I Woke Up Like This (NSFW)

Your body should not define who you are.
— Jillian

Late in 2014 photographer Jillian Powers started a series that would shape the way women viewed their bodies. With her project "I Woke Up Like This," she artistically portrayed everyday women and stories that had previously gone untold. 

Our writer Ryan Deasley recently spoke with Jillian to find out a bit more about this project and why it is so important to her.

How did you first get into photography?

When I was eleven years old, my grandfather took me on a small tour of the midwest. South Dakota, Wyoming, Montana, Idaho, Colorado. Some of my favorite states to this day. At the very beginning of that trip, he put a digital camera into my hand and told me to shoot as much as possible. He taught me the rule of thirds, my favorite thing to photograph was initially landscapes because of the trip. From there, I messed around with cameras for about two years before buying a DSLR my freshman year of high school. I started my own business at age sixteen and I've been shooting mainly weddings since then.

What drove you to start this project?

It was sort of an accident, actually. The day before my roommates boudoir session, I wanted to check out how the lighting at 8AM looked like on her bare chest. My room has an amazing amount of natural light and it creeps in during that time of day beautifully....so we snapped a few shots right after she woke up. As we began to edit them, I fell in love with them immediately. Easily one of my favorite photographs I've ever taken. And all she could see was her breasts, and how they sagged lower than she'd prefer. And it kind of destroyed me. Not only because I personally loved the photograph but because Aliya is the type of girl who you look up to for her confidence. And she had just lost thirty pounds through months of hard work at the gym. That night, I decided to start photographing women at that same time of day...completely nude...and right after they wake up. Hence, the title of the project. 

I just wanted to stop this type of thinking, this unhappiness with peoples bodies. So many of my friends would talk about hating the things they couldn't change, and it broke my heart.

 How excited are you about the growth of the page and being featured in several other magazines and blogs?

Well, I spent a good chunk of my morning crying of happiness to be honest. I'm the type of person who becomes overwhelmed with happiness when good things happen for others, and to know that what I'm doing is helping all these women...it means more than I could express in words. The growth has been explosive, and exciting to watch.
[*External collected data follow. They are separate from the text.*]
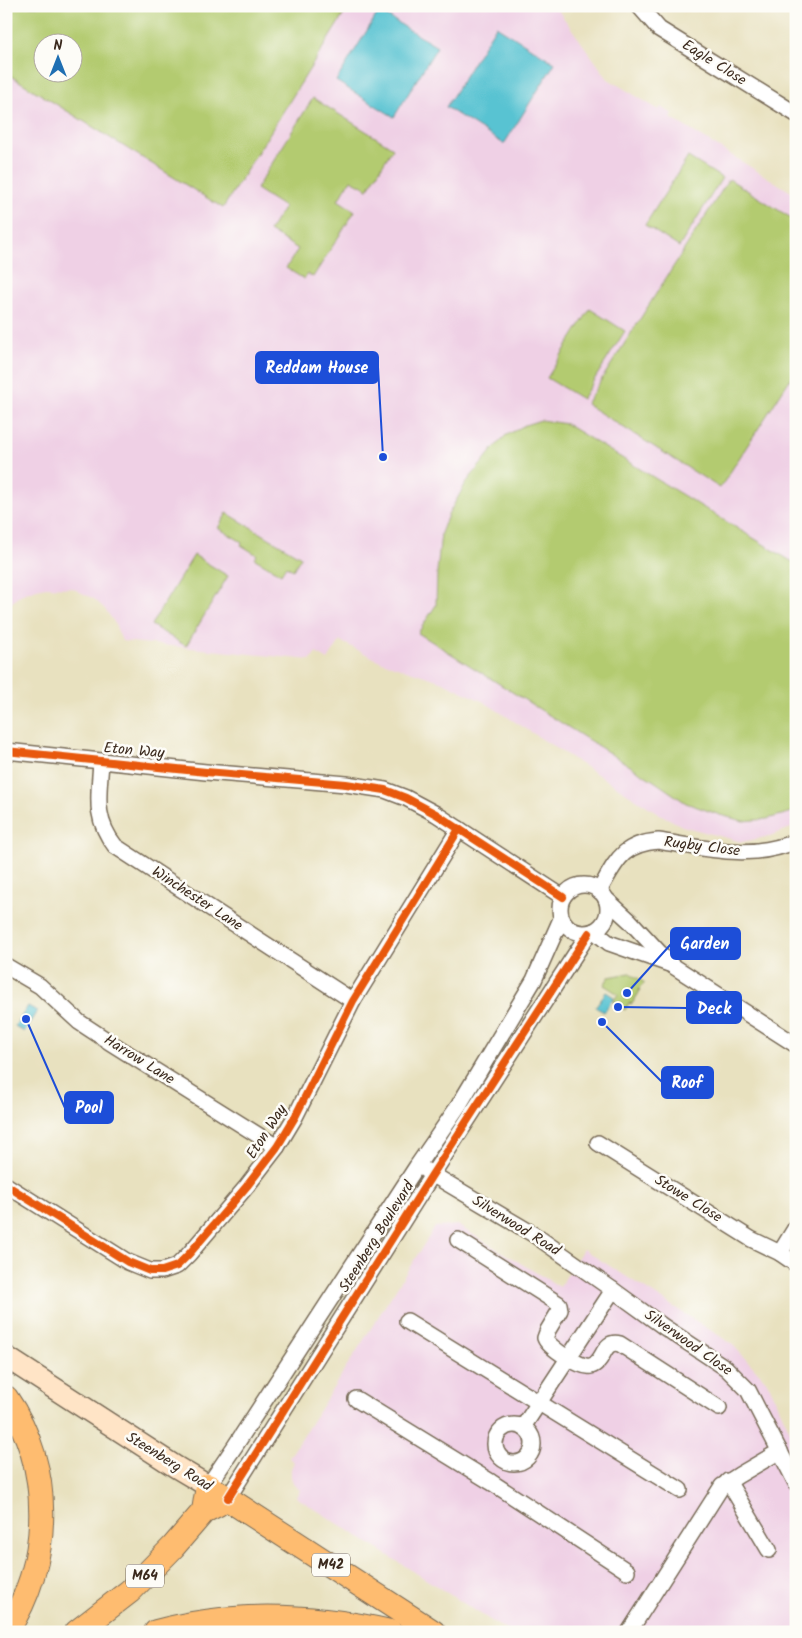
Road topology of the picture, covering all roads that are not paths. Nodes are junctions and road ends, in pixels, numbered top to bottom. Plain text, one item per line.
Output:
1 (639, 6) edge
2 (794, 109) edge
3 (6, 751) edge
4 (101, 762) junction
5 (459, 829) junction
6 (796, 841) edge
7 (603, 895) junction
8 (563, 897) junction
9 (561, 919) junction
10 (592, 932) junction
11 (670, 964) junction
12 (6, 966) edge
13 (353, 1000) junction
14 (514, 1014) junction
15 (531, 1024) junction
16 (796, 1045) edge
17 (598, 1143) dead end
18 (277, 1147) junction
19 (417, 1166) junction
20 (432, 1175) junction
21 (6, 1185) edge
22 (796, 1227) edge
23 (458, 1240) dead end
24 (780, 1253) junction
25 (796, 1264) edge
26 (613, 1290) junction
27 (407, 1321) dead end
28 (6, 1357) edge
29 (568, 1357) junction
30 (6, 1398) edge
31 (356, 1399) dead end
32 (539, 1402) junction
33 (719, 1408) dead end
34 (523, 1427) junction
35 (780, 1451) junction
36 (504, 1460) junction
37 (728, 1481) junction
38 (491, 1482) junction
39 (796, 1483) edge
40 (208, 1486) junction
41 (680, 1490) dead end
42 (228, 1498) junction
43 (204, 1511) junction
44 (769, 1550) dead end
45 (627, 1571) dead end
46 (6, 1632) edge
47 (77, 1632) edge
48 (156, 1632) edge
49 (390, 1632) edge
50 (433, 1632) edge
51 (629, 1632) edge

1 - 2 street, Eagle Close
3 - 4 street, Eton Way
4 - 5 street, Eton Way
4 - 13 street, Winchester Lane
5 - 8 street, Eton Way
5 - 13 street, Eton Way
6 - 7 street, Rugby Close
7 - 8 street
7 - 10 street
7 - 11 street
8 - 9 street
9 - 10 street
9 - 14 street, Steenberg Boulevard
10 - 11 street
10 - 15 street, Steenberg Boulevard
11 - 16 street
12 - 18 street, Harrow Lane
13 - 18 street, Eton Way
14 - 15 street
14 - 19 street, Steenberg Boulevard
15 - 20 street, Steenberg Boulevard
17 - 24 street, Stowe Close
18 - 21 street, Eton Way
19 - 20 street, Silverwood Road
19 - 40 street, Steenberg Boulevard
20 - 26 street, Silverwood Road
20 - 42 street, Steenberg Boulevard
22 - 24 street
23 - 29 street
24 - 25 street, Stowe Close
26 - 29 street
26 - 35 street, Silverwood Close
27 - 32 street
28 - 40 main road, Steenberg Road / M42
29 - 32 street
29 - 33 street
30 - 46 main road
31 - 38 street
32 - 34 street
32 - 41 street
34 - 36 street
34 - 36 street
35 - 37 street
35 - 39 street, Silverwood Close
36 - 38 street
37 - 44 street
37 - 51 street
38 - 45 street
40 - 42 main road, Steenberg Road / M42
40 - 43 main road
42 - 43 main road, M64
42 - 50 main road, Steenberg Road / M42
43 - 47 main road, M64
48 - 49 main road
Being featured in different webzines, blogs, and magazines...it's been surreal to be at a point in my career that I've dreamt of since I got my first DSLR.

Its been pretty good for only about a month and a half of the facebook page and even less time since you launched the website!

Precisely. I'm still in shock with how fast this is growing, I'm waiting to wake up one day and see this just blow up...or at least I would hope. I want to reach as many women as possible with this message.

Have you had people message you about how your blog posts have helped them?

 Everyday. Men and women. Sometimes it becomes overwhelming, because I really want to respond to everyone with a warm and meaningful message back but I just don't have time when there are thirty some odd messages in my inbox. I respond to everyone though, and I thank them for their support. I couldn't do it without these people, and it kills me to hear about their struggles...but it makes me cry when I read just how much this project is helping them.

Where do you want this project to be 6 months from now?

I want it to be all over the world. I have plans to travel to Colorado and Tahoe for the time being. There have been girls rounding up a bunch of women interested in their area and collecting donations to pay for my flight and lodging. I'm pretty excited to photograph some out of state women, especially given some of these women have some pretty unique stories to share about their bodies.

At the end of the day, what is the most important thing that you want people to take away from this project?

Your body should not define who you are.

Congratulations on the success of your project Jillian. We cant wait to see what this year will bring you!